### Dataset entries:
==============================

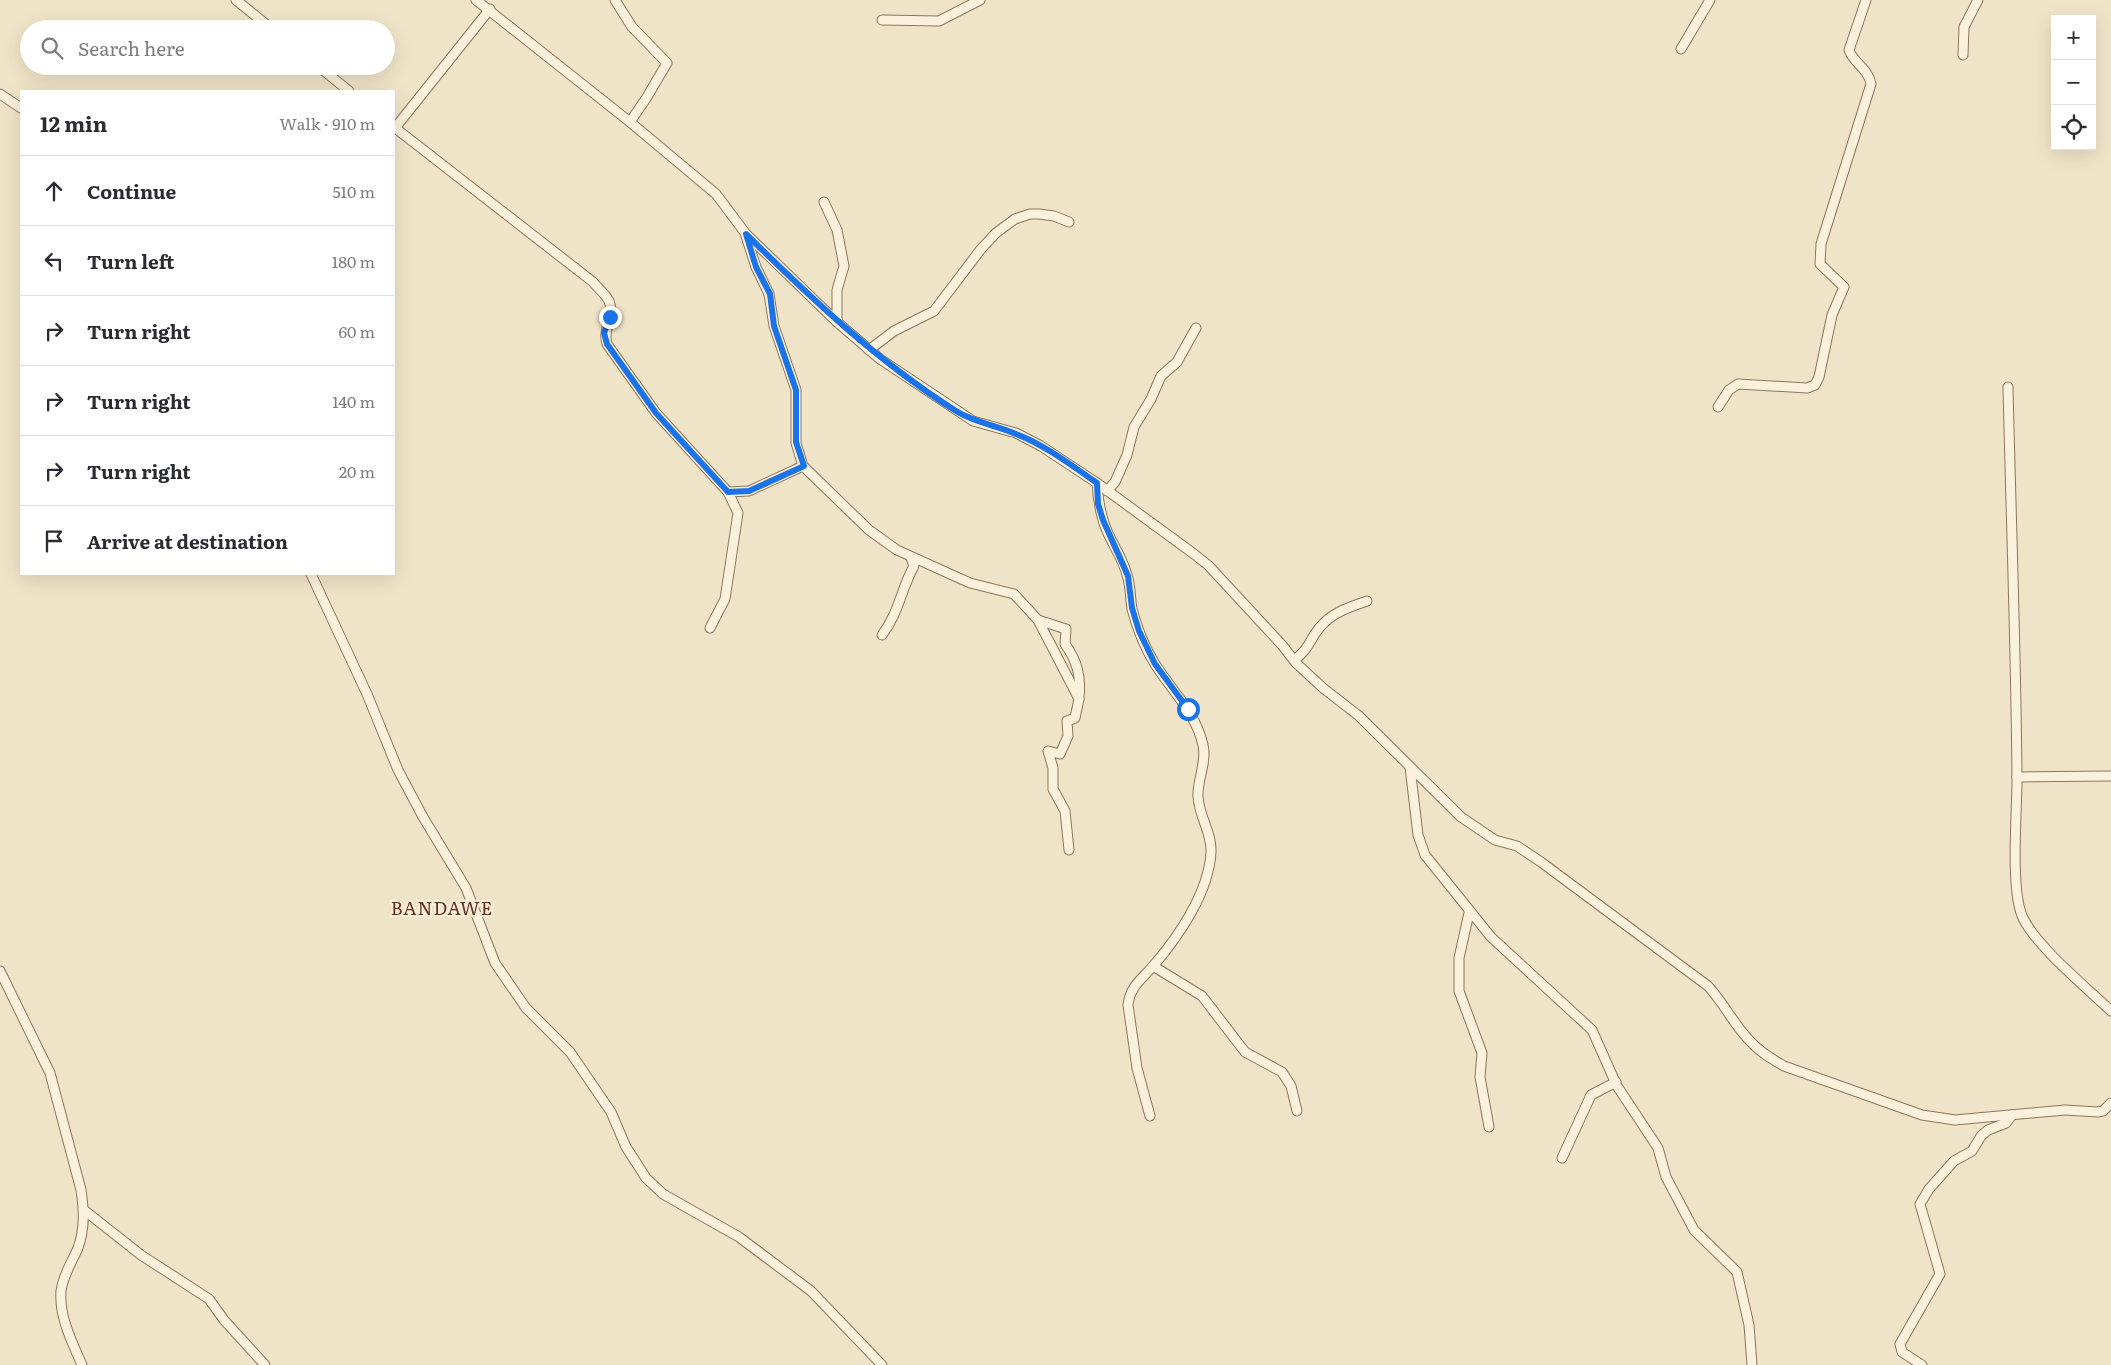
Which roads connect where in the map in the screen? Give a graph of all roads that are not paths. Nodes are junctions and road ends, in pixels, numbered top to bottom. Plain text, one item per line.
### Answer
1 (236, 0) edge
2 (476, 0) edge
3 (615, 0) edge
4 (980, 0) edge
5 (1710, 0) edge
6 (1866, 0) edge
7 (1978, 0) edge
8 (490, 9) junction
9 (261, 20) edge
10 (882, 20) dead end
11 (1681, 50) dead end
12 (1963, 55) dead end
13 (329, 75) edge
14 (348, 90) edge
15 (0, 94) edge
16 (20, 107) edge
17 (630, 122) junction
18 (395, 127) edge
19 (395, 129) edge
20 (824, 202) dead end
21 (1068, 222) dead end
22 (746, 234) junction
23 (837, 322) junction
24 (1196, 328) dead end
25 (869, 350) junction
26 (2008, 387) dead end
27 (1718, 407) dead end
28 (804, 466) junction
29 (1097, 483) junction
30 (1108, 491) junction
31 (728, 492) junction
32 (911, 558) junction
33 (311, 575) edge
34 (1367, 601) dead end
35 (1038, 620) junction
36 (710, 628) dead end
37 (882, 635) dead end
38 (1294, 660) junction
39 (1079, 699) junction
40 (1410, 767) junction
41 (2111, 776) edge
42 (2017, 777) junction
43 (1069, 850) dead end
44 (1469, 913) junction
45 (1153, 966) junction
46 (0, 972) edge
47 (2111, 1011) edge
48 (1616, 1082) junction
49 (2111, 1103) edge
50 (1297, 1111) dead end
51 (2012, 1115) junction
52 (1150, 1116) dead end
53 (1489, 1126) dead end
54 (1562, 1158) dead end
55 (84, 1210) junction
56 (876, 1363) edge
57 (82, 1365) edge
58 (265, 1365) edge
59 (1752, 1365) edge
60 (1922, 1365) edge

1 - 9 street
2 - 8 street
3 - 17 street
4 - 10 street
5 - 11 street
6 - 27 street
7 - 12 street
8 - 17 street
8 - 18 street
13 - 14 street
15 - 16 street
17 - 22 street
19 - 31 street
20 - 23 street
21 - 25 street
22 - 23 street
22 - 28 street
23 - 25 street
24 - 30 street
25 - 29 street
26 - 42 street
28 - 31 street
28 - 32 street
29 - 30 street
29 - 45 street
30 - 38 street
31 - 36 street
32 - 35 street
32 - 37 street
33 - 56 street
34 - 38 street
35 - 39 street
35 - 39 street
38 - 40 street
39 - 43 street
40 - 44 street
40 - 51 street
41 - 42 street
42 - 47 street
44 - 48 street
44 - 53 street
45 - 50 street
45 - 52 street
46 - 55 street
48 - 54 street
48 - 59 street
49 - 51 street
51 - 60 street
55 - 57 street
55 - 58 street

==============================

### Your goal:
Every entry above needs to be duplicated precisely, and none of the pictures should appear.

### Answer box:
Which roads connect where in the map in the screen? Give a graph of all roads that are not paths. Nodes are junctions and road ends, in pixels, numbered top to bottom. Plain text, one item per line.
### Answer
1 (236, 0) edge
2 (476, 0) edge
3 (615, 0) edge
4 (980, 0) edge
5 (1710, 0) edge
6 (1866, 0) edge
7 (1978, 0) edge
8 (490, 9) junction
9 (261, 20) edge
10 (882, 20) dead end
11 (1681, 50) dead end
12 (1963, 55) dead end
13 (329, 75) edge
14 (348, 90) edge
15 (0, 94) edge
16 (20, 107) edge
17 (630, 122) junction
18 (395, 127) edge
19 (395, 129) edge
20 (824, 202) dead end
21 (1068, 222) dead end
22 (746, 234) junction
23 (837, 322) junction
24 (1196, 328) dead end
25 (869, 350) junction
26 (2008, 387) dead end
27 (1718, 407) dead end
28 (804, 466) junction
29 (1097, 483) junction
30 (1108, 491) junction
31 (728, 492) junction
32 (911, 558) junction
33 (311, 575) edge
34 (1367, 601) dead end
35 (1038, 620) junction
36 (710, 628) dead end
37 (882, 635) dead end
38 (1294, 660) junction
39 (1079, 699) junction
40 (1410, 767) junction
41 (2111, 776) edge
42 (2017, 777) junction
43 (1069, 850) dead end
44 (1469, 913) junction
45 (1153, 966) junction
46 (0, 972) edge
47 (2111, 1011) edge
48 (1616, 1082) junction
49 (2111, 1103) edge
50 (1297, 1111) dead end
51 (2012, 1115) junction
52 (1150, 1116) dead end
53 (1489, 1126) dead end
54 (1562, 1158) dead end
55 (84, 1210) junction
56 (876, 1363) edge
57 (82, 1365) edge
58 (265, 1365) edge
59 (1752, 1365) edge
60 (1922, 1365) edge

1 - 9 street
2 - 8 street
3 - 17 street
4 - 10 street
5 - 11 street
6 - 27 street
7 - 12 street
8 - 17 street
8 - 18 street
13 - 14 street
15 - 16 street
17 - 22 street
19 - 31 street
20 - 23 street
21 - 25 street
22 - 23 street
22 - 28 street
23 - 25 street
24 - 30 street
25 - 29 street
26 - 42 street
28 - 31 street
28 - 32 street
29 - 30 street
29 - 45 street
30 - 38 street
31 - 36 street
32 - 35 street
32 - 37 street
33 - 56 street
34 - 38 street
35 - 39 street
35 - 39 street
38 - 40 street
39 - 43 street
40 - 44 street
40 - 51 street
41 - 42 street
42 - 47 street
44 - 48 street
44 - 53 street
45 - 50 street
45 - 52 street
46 - 55 street
48 - 54 street
48 - 59 street
49 - 51 street
51 - 60 street
55 - 57 street
55 - 58 street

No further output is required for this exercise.